EXTRACTED MATERIAL:
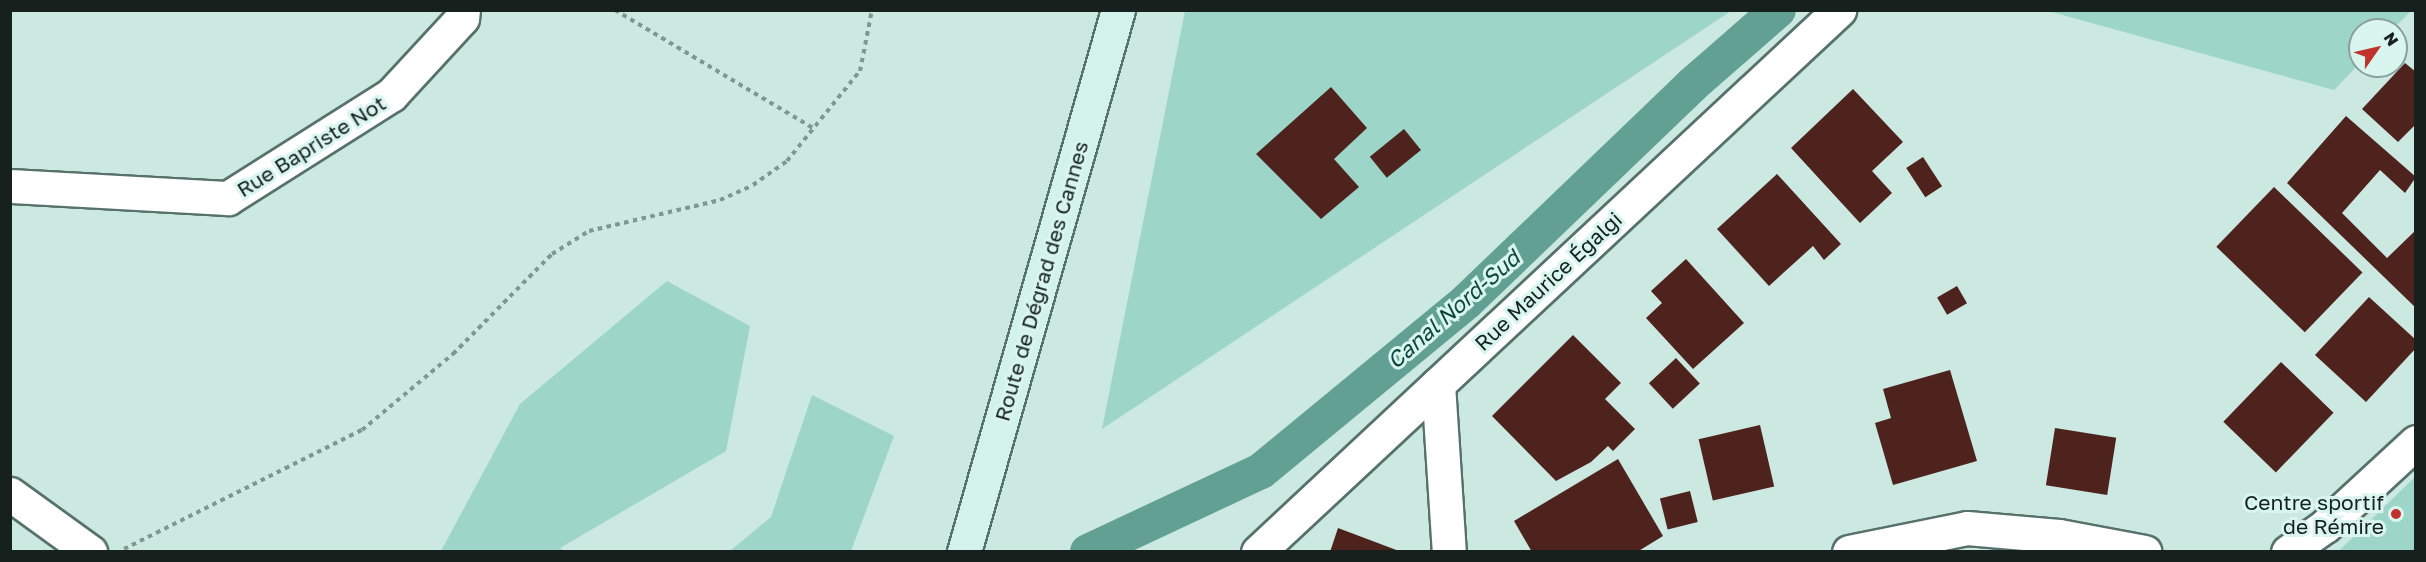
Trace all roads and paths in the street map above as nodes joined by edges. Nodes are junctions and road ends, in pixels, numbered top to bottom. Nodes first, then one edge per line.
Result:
1 (463, 10) edge
2 (615, 10) edge
3 (872, 10) edge
4 (1118, 10) edge
5 (1839, 10) edge
6 (813, 128) junction
7 (10, 186) edge
8 (1438, 384) junction
9 (2415, 442) edge
10 (10, 494) edge
11 (90, 552) edge
12 (119, 552) edge
13 (964, 552) edge
14 (1258, 552) edge
15 (1449, 552) edge
16 (1849, 552) edge
17 (2145, 552) edge
18 (2288, 552) edge

1 - 7 street, Rue Bapriste Not
2 - 6 path
3 - 6 path
4 - 13 street, Route de Dégrad des Cannes
5 - 8 street, Rue Maurice Égalgi
6 - 12 path
8 - 14 street, Rue Maurice Égalgi
8 - 15 street
9 - 18 street
10 - 11 street
16 - 17 street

TASK GOAL: Give the records back exactly. Leave the pictures out.

TASK RESPONSE:
Trace all roads and paths in the street map above as nodes joined by edges. Nodes are junctions and road ends, in pixels, numbered top to bottom. Nodes first, then one edge per line.
Result:
1 (463, 10) edge
2 (615, 10) edge
3 (872, 10) edge
4 (1118, 10) edge
5 (1839, 10) edge
6 (813, 128) junction
7 (10, 186) edge
8 (1438, 384) junction
9 (2415, 442) edge
10 (10, 494) edge
11 (90, 552) edge
12 (119, 552) edge
13 (964, 552) edge
14 (1258, 552) edge
15 (1449, 552) edge
16 (1849, 552) edge
17 (2145, 552) edge
18 (2288, 552) edge

1 - 7 street, Rue Bapriste Not
2 - 6 path
3 - 6 path
4 - 13 street, Route de Dégrad des Cannes
5 - 8 street, Rue Maurice Égalgi
6 - 12 path
8 - 14 street, Rue Maurice Égalgi
8 - 15 street
9 - 18 street
10 - 11 street
16 - 17 street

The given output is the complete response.